:: Exercise inputs ::
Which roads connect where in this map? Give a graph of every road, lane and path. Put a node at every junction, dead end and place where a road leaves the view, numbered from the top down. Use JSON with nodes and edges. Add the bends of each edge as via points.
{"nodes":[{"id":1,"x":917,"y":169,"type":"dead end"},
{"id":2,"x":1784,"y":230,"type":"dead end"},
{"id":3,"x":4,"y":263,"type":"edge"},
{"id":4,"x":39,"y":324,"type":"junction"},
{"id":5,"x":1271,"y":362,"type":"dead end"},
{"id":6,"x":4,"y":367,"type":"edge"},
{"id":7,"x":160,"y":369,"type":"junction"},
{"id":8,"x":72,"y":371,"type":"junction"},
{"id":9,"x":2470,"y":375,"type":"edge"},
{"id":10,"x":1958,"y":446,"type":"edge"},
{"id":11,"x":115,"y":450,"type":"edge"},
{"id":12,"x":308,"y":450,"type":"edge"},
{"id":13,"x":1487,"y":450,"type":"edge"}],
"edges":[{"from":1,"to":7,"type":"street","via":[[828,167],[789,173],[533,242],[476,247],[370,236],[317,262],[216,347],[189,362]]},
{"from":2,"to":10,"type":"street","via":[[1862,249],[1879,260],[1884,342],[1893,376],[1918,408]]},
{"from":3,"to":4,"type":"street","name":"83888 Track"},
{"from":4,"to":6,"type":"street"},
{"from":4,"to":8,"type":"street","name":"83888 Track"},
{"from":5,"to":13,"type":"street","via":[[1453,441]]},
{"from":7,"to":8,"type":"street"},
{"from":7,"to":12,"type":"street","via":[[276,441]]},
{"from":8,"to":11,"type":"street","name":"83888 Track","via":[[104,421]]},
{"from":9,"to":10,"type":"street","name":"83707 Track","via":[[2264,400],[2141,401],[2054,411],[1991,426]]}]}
:::
What is expected: In full and without changes, give the data above once more.

Result below:
Which roads connect where in this map? Give a graph of every road, lane and path. Put a node at every junction, dead end and place where a road leaves the view, numbered from the top down. Use JSON with nodes and edges. Add the bends of each edge as via points.
{"nodes":[{"id":1,"x":917,"y":169,"type":"dead end"},
{"id":2,"x":1784,"y":230,"type":"dead end"},
{"id":3,"x":4,"y":263,"type":"edge"},
{"id":4,"x":39,"y":324,"type":"junction"},
{"id":5,"x":1271,"y":362,"type":"dead end"},
{"id":6,"x":4,"y":367,"type":"edge"},
{"id":7,"x":160,"y":369,"type":"junction"},
{"id":8,"x":72,"y":371,"type":"junction"},
{"id":9,"x":2470,"y":375,"type":"edge"},
{"id":10,"x":1958,"y":446,"type":"edge"},
{"id":11,"x":115,"y":450,"type":"edge"},
{"id":12,"x":308,"y":450,"type":"edge"},
{"id":13,"x":1487,"y":450,"type":"edge"}],
"edges":[{"from":1,"to":7,"type":"street","via":[[828,167],[789,173],[533,242],[476,247],[370,236],[317,262],[216,347],[189,362]]},
{"from":2,"to":10,"type":"street","via":[[1862,249],[1879,260],[1884,342],[1893,376],[1918,408]]},
{"from":3,"to":4,"type":"street","name":"83888 Track"},
{"from":4,"to":6,"type":"street"},
{"from":4,"to":8,"type":"street","name":"83888 Track"},
{"from":5,"to":13,"type":"street","via":[[1453,441]]},
{"from":7,"to":8,"type":"street"},
{"from":7,"to":12,"type":"street","via":[[276,441]]},
{"from":8,"to":11,"type":"street","name":"83888 Track","via":[[104,421]]},
{"from":9,"to":10,"type":"street","name":"83707 Track","via":[[2264,400],[2141,401],[2054,411],[1991,426]]}]}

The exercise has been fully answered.